Bektaşilikle ilgili araştırmalar arasında M. Tevfk Oytan’ın Bektaşiliğin İçyüzü’nü, Bedri Noyan’ın önce tek cilt, ardından 8 cilt olarak yayımlanan Alevilik Bektaşilik külliyatını, Sadettin Nüzhet’in 1930’da tek cilt olarak yayımlanan ve daha sonra üç cilt olarak genişletilen Alevi Bektaşi Şairleri Antolojisi’ni, Abdülbaki Gölpınarlı’nın Alevi-Bektaşi Nefesleri ile Cahit Öztelli’nin Bektaşi Gülleri’ni ve Vasfi Mahir Kocatürk’ün hazırladığı Tekke Şiiri Antolojisi ile İsmail Özmen‘in hazırladığı Kültür Bakanlığı tarafından yayımlanan beş ciltlik Alevi-Bektaşi Şiiri’ni, Abdülbaki Gölpınarlı’nın Türk Tasavvuf Şiiri Antolojisi’ni… ilk etapta sıralayabiliriz. Dursun Yıldırım’ın Türk Edebiyatında Bektaşi Fıkraları ile Esat Korkmaz’ın Alevi ve Bektaşi Terimleri Sözlüğü de vazgeçilmez kaynaklar arasındadır. Ahmet Gökbel’in hazırladığı 1000 sayfalık Ansiklopedik Alevilik Bektaşilik Terimleri Sözlüğü de 2019’da yayımlanmıştır. Hasan Kavruk- Abdülhamit Toprak’ın birlikte hazırladığı Alevi Bektaşi Kültüründe Dedelik Babalık Dedebabalık adlı çalışma 2020’de e ortamda yayımlanmıştır.
Bektaşilik ve Alevilikle ilgili araştırmalar 1908’den 1923’e Meşrutiyetten Cumhuriyete kadar devam etmiştir. 1925’te Şeyh Sait Ayaklanmasının ardından Tekke ve zaviyelerin kapatılmasıyla 1938’de Şeyh Rıza’nın ortaya çıkması ve Dersim olaylarına kadar geçen süreci bir başka aşama saymak gerekir. İkinci Dünya Savaşından sonra iç göçün arttığı1960’a kadar geçen dönem Alevi ve Bektaşiler açısından bir dönüm noktasıdır. 1960^tan günümüze kadar gelen ve 1990’lı yıllarda başlayan açılım sürecini de kapsayan son 60 yıllık dönemi ise, Alevi-Bektaşi araştırmalarının altın çağı olarak nitelemek gerekir.

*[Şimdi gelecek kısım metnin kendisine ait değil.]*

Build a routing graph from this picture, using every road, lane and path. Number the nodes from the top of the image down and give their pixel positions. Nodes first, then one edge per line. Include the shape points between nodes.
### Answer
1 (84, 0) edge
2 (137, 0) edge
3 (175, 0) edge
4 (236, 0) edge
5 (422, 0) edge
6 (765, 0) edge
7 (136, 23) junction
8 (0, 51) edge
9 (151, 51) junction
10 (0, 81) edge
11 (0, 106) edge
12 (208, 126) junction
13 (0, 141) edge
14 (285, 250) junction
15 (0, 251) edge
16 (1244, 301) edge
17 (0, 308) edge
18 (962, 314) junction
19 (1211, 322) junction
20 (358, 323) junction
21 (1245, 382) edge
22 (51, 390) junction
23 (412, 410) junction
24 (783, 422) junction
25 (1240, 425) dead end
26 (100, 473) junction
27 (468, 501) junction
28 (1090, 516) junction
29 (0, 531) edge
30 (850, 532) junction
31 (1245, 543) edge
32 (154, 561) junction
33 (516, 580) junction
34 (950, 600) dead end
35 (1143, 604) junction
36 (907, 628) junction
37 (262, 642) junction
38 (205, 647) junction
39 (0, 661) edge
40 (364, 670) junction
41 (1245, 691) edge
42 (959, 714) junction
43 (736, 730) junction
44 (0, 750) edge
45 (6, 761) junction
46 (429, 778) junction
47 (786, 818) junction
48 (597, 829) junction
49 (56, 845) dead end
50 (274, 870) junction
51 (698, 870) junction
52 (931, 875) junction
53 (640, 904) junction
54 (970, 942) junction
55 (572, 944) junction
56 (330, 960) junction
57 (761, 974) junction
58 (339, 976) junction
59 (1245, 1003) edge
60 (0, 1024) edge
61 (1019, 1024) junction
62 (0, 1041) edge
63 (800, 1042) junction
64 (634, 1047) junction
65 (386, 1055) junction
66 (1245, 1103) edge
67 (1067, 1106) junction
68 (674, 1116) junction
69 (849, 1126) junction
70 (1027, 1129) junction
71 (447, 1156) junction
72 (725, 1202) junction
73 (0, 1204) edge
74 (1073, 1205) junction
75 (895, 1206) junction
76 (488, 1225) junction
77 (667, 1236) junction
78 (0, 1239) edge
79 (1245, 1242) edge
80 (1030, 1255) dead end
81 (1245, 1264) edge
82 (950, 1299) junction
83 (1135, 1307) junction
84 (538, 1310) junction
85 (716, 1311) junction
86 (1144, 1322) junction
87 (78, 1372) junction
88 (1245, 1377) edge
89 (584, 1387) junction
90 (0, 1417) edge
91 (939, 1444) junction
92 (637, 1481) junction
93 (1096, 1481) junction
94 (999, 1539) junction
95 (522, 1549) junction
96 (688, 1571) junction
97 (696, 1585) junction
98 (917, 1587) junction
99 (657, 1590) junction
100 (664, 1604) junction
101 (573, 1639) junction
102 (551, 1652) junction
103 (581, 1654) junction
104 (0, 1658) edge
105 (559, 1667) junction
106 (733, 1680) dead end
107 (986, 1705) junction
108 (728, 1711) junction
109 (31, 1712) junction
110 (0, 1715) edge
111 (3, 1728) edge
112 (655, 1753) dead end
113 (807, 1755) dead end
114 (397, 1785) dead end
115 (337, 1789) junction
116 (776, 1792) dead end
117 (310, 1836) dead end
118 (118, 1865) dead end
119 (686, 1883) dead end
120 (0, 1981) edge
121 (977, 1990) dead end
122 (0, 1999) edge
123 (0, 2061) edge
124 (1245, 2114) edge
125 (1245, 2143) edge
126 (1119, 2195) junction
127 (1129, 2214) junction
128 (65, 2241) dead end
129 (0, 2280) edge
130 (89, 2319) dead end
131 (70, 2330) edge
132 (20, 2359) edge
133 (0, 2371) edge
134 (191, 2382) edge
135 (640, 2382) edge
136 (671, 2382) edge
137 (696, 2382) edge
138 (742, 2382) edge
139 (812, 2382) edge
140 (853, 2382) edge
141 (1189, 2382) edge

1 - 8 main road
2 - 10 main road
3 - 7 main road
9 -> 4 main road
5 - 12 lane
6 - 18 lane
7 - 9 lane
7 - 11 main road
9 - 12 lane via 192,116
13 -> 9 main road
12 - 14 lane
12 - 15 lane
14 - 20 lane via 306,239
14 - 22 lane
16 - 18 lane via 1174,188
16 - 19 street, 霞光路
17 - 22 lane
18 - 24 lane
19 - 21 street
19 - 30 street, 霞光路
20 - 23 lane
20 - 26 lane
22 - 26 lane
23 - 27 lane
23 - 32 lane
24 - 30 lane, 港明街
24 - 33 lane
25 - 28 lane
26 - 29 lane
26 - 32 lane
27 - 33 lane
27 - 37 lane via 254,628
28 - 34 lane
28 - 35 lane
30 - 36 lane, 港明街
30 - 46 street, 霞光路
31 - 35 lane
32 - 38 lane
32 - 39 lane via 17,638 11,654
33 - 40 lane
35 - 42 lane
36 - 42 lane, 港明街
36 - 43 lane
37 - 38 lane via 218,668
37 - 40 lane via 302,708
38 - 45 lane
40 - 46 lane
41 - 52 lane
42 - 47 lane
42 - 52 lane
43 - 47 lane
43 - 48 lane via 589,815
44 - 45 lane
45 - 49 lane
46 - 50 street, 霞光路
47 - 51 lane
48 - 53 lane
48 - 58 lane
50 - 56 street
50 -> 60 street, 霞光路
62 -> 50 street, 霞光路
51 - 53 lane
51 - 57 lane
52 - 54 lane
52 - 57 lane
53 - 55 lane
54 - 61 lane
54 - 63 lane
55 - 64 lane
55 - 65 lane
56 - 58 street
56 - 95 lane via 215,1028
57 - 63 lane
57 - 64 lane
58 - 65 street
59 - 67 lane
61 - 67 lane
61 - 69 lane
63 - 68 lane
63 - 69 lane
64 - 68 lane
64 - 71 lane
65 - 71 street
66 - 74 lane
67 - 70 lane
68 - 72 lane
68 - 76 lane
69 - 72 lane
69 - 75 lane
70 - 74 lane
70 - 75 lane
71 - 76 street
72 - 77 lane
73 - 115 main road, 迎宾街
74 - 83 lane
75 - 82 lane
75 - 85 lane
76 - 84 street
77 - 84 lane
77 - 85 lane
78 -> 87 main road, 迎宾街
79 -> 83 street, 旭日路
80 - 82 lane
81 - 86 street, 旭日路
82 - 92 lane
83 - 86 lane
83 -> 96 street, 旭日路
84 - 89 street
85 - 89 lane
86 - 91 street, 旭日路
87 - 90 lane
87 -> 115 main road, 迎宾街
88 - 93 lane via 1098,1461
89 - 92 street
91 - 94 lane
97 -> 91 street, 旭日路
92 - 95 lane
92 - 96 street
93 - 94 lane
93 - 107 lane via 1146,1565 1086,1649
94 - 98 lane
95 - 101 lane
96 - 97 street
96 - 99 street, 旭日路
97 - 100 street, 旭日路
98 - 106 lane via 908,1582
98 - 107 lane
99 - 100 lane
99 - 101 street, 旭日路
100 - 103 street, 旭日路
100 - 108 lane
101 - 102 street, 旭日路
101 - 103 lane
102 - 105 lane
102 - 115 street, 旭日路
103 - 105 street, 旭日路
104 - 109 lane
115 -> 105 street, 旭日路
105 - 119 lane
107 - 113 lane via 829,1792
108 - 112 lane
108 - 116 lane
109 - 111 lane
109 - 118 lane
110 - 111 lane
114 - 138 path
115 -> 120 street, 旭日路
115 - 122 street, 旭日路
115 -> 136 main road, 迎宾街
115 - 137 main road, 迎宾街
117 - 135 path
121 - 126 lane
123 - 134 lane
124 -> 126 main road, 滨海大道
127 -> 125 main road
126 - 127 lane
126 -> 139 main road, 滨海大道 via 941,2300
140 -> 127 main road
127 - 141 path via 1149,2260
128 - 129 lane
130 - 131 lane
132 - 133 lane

Kırsal kesimde ve köylerde yaşayan Alevi nüfusun kentlere gelmesinden sonra yol, bir evrim geçirerek günümüze ulaşmıştır. Musahiplik erkanı uygulanmamakta bazı istisnalar dışında talip mürşit ilişkisi zayıflamış, hatta ortadan kalkmış durumdadır.